**INSTRUCTIONS TO FOLLOW**
Transcribe the full listing below exactly.

**INPUT DATA**
-- Opening Marker --

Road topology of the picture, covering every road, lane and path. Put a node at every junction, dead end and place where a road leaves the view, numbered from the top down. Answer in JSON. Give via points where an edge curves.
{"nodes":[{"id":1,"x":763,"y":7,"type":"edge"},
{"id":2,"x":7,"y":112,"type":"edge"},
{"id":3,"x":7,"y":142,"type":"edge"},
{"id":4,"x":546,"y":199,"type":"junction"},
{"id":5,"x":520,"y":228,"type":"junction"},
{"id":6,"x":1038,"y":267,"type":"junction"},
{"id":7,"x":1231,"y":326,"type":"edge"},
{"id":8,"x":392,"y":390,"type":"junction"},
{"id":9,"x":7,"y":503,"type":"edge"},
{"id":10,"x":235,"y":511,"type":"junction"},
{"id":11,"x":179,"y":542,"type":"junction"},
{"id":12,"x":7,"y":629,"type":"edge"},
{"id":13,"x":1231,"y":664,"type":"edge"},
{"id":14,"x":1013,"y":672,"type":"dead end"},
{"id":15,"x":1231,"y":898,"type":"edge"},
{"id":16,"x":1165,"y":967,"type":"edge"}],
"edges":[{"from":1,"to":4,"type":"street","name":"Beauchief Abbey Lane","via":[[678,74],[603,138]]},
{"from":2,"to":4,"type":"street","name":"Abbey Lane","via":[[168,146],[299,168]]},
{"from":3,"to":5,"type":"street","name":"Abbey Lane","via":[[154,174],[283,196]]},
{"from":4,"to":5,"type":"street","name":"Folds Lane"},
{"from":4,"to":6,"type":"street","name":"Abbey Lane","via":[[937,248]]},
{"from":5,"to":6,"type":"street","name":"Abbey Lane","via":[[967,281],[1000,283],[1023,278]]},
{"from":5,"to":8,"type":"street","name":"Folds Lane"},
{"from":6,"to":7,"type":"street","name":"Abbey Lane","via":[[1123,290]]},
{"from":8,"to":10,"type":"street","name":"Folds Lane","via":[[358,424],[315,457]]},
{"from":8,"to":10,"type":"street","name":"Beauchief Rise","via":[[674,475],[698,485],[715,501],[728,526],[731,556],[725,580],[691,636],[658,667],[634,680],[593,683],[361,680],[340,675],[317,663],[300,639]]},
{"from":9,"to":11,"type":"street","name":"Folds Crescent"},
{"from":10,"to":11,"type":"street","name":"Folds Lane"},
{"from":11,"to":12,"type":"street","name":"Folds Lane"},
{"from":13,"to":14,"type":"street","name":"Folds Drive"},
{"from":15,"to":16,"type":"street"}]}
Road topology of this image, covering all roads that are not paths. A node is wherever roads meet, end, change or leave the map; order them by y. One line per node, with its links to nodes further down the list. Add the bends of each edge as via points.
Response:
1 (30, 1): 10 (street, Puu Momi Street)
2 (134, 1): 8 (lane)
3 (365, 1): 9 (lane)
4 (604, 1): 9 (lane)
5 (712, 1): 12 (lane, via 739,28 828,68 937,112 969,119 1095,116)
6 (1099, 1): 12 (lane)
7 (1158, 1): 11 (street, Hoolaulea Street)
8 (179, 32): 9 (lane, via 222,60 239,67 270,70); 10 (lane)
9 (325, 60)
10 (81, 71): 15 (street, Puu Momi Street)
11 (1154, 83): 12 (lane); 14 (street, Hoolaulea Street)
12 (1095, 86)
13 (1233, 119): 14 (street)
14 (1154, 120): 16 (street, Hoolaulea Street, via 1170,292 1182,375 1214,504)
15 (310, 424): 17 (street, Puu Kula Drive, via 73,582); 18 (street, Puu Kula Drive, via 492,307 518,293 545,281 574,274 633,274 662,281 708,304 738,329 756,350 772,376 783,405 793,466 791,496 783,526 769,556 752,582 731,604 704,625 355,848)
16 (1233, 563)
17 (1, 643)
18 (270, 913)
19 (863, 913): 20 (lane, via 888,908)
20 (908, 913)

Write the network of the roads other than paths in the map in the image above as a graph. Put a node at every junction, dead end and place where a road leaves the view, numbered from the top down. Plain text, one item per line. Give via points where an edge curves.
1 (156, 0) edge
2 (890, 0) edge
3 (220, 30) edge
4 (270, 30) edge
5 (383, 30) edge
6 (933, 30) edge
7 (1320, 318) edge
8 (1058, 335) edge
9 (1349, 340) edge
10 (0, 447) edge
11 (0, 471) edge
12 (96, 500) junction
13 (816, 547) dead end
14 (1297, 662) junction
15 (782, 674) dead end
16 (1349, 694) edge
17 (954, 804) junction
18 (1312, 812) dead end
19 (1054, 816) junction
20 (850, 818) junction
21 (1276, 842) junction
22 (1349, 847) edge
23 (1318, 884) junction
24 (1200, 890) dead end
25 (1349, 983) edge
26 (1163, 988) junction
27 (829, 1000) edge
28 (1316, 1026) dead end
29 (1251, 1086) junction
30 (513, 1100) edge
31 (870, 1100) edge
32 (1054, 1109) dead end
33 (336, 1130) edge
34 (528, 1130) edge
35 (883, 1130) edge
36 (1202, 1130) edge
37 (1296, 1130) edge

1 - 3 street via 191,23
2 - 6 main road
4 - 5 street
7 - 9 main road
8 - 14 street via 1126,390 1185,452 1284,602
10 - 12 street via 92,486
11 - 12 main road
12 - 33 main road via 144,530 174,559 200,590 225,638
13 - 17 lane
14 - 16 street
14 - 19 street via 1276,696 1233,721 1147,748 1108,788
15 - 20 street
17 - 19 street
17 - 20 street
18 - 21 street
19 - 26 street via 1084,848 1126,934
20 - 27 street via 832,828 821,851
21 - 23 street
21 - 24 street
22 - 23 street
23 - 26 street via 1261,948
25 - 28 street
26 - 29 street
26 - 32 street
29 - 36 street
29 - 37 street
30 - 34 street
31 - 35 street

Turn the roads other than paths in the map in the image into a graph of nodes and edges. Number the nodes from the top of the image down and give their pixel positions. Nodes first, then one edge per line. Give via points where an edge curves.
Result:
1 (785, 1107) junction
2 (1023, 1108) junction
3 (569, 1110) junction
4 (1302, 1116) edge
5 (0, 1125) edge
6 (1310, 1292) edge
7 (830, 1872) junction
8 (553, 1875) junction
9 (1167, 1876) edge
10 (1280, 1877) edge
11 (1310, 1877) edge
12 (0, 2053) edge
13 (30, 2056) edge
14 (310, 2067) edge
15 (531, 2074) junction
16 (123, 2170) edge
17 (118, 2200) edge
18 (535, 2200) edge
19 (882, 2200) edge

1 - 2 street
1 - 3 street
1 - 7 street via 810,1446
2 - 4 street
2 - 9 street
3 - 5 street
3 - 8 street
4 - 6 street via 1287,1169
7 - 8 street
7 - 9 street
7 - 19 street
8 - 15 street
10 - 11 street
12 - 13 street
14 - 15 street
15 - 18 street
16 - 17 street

-- Closing Marker --

**THE COMPLETED TASK**
Road topology of the picture, covering every road, lane and path. Put a node at every junction, dead end and place where a road leaves the view, numbered from the top down. Answer in JSON. Give via points where an edge curves.
{"nodes":[{"id":1,"x":763,"y":7,"type":"edge"},
{"id":2,"x":7,"y":112,"type":"edge"},
{"id":3,"x":7,"y":142,"type":"edge"},
{"id":4,"x":546,"y":199,"type":"junction"},
{"id":5,"x":520,"y":228,"type":"junction"},
{"id":6,"x":1038,"y":267,"type":"junction"},
{"id":7,"x":1231,"y":326,"type":"edge"},
{"id":8,"x":392,"y":390,"type":"junction"},
{"id":9,"x":7,"y":503,"type":"edge"},
{"id":10,"x":235,"y":511,"type":"junction"},
{"id":11,"x":179,"y":542,"type":"junction"},
{"id":12,"x":7,"y":629,"type":"edge"},
{"id":13,"x":1231,"y":664,"type":"edge"},
{"id":14,"x":1013,"y":672,"type":"dead end"},
{"id":15,"x":1231,"y":898,"type":"edge"},
{"id":16,"x":1165,"y":967,"type":"edge"}],
"edges":[{"from":1,"to":4,"type":"street","name":"Beauchief Abbey Lane","via":[[678,74],[603,138]]},
{"from":2,"to":4,"type":"street","name":"Abbey Lane","via":[[168,146],[299,168]]},
{"from":3,"to":5,"type":"street","name":"Abbey Lane","via":[[154,174],[283,196]]},
{"from":4,"to":5,"type":"street","name":"Folds Lane"},
{"from":4,"to":6,"type":"street","name":"Abbey Lane","via":[[937,248]]},
{"from":5,"to":6,"type":"street","name":"Abbey Lane","via":[[967,281],[1000,283],[1023,278]]},
{"from":5,"to":8,"type":"street","name":"Folds Lane"},
{"from":6,"to":7,"type":"street","name":"Abbey Lane","via":[[1123,290]]},
{"from":8,"to":10,"type":"street","name":"Folds Lane","via":[[358,424],[315,457]]},
{"from":8,"to":10,"type":"street","name":"Beauchief Rise","via":[[674,475],[698,485],[715,501],[728,526],[731,556],[725,580],[691,636],[658,667],[634,680],[593,683],[361,680],[340,675],[317,663],[300,639]]},
{"from":9,"to":11,"type":"street","name":"Folds Crescent"},
{"from":10,"to":11,"type":"street","name":"Folds Lane"},
{"from":11,"to":12,"type":"street","name":"Folds Lane"},
{"from":13,"to":14,"type":"street","name":"Folds Drive"},
{"from":15,"to":16,"type":"street"}]}
Road topology of this image, covering all roads that are not paths. A node is wherever roads meet, end, change or leave the map; order them by y. One line per node, with its links to nodes further down the list. Add the bends of each edge as via points.
Response:
1 (30, 1): 10 (street, Puu Momi Street)
2 (134, 1): 8 (lane)
3 (365, 1): 9 (lane)
4 (604, 1): 9 (lane)
5 (712, 1): 12 (lane, via 739,28 828,68 937,112 969,119 1095,116)
6 (1099, 1): 12 (lane)
7 (1158, 1): 11 (street, Hoolaulea Street)
8 (179, 32): 9 (lane, via 222,60 239,67 270,70); 10 (lane)
9 (325, 60)
10 (81, 71): 15 (street, Puu Momi Street)
11 (1154, 83): 12 (lane); 14 (street, Hoolaulea Street)
12 (1095, 86)
13 (1233, 119): 14 (street)
14 (1154, 120): 16 (street, Hoolaulea Street, via 1170,292 1182,375 1214,504)
15 (310, 424): 17 (street, Puu Kula Drive, via 73,582); 18 (street, Puu Kula Drive, via 492,307 518,293 545,281 574,274 633,274 662,281 708,304 738,329 756,350 772,376 783,405 793,466 791,496 783,526 769,556 752,582 731,604 704,625 355,848)
16 (1233, 563)
17 (1, 643)
18 (270, 913)
19 (863, 913): 20 (lane, via 888,908)
20 (908, 913)

Write the network of the roads other than paths in the map in the image above as a graph. Put a node at every junction, dead end and place where a road leaves the view, numbered from the top down. Plain text, one item per line. Give via points where an edge curves.
1 (156, 0) edge
2 (890, 0) edge
3 (220, 30) edge
4 (270, 30) edge
5 (383, 30) edge
6 (933, 30) edge
7 (1320, 318) edge
8 (1058, 335) edge
9 (1349, 340) edge
10 (0, 447) edge
11 (0, 471) edge
12 (96, 500) junction
13 (816, 547) dead end
14 (1297, 662) junction
15 (782, 674) dead end
16 (1349, 694) edge
17 (954, 804) junction
18 (1312, 812) dead end
19 (1054, 816) junction
20 (850, 818) junction
21 (1276, 842) junction
22 (1349, 847) edge
23 (1318, 884) junction
24 (1200, 890) dead end
25 (1349, 983) edge
26 (1163, 988) junction
27 (829, 1000) edge
28 (1316, 1026) dead end
29 (1251, 1086) junction
30 (513, 1100) edge
31 (870, 1100) edge
32 (1054, 1109) dead end
33 (336, 1130) edge
34 (528, 1130) edge
35 (883, 1130) edge
36 (1202, 1130) edge
37 (1296, 1130) edge

1 - 3 street via 191,23
2 - 6 main road
4 - 5 street
7 - 9 main road
8 - 14 street via 1126,390 1185,452 1284,602
10 - 12 street via 92,486
11 - 12 main road
12 - 33 main road via 144,530 174,559 200,590 225,638
13 - 17 lane
14 - 16 street
14 - 19 street via 1276,696 1233,721 1147,748 1108,788
15 - 20 street
17 - 19 street
17 - 20 street
18 - 21 street
19 - 26 street via 1084,848 1126,934
20 - 27 street via 832,828 821,851
21 - 23 street
21 - 24 street
22 - 23 street
23 - 26 street via 1261,948
25 - 28 street
26 - 29 street
26 - 32 street
29 - 36 street
29 - 37 street
30 - 34 street
31 - 35 street

Turn the roads other than paths in the map in the image into a graph of nodes and edges. Number the nodes from the top of the image down and give their pixel positions. Nodes first, then one edge per line. Give via points where an edge curves.
Result:
1 (785, 1107) junction
2 (1023, 1108) junction
3 (569, 1110) junction
4 (1302, 1116) edge
5 (0, 1125) edge
6 (1310, 1292) edge
7 (830, 1872) junction
8 (553, 1875) junction
9 (1167, 1876) edge
10 (1280, 1877) edge
11 (1310, 1877) edge
12 (0, 2053) edge
13 (30, 2056) edge
14 (310, 2067) edge
15 (531, 2074) junction
16 (123, 2170) edge
17 (118, 2200) edge
18 (535, 2200) edge
19 (882, 2200) edge

1 - 2 street
1 - 3 street
1 - 7 street via 810,1446
2 - 4 street
2 - 9 street
3 - 5 street
3 - 8 street
4 - 6 street via 1287,1169
7 - 8 street
7 - 9 street
7 - 19 street
8 - 15 street
10 - 11 street
12 - 13 street
14 - 15 street
15 - 18 street
16 - 17 street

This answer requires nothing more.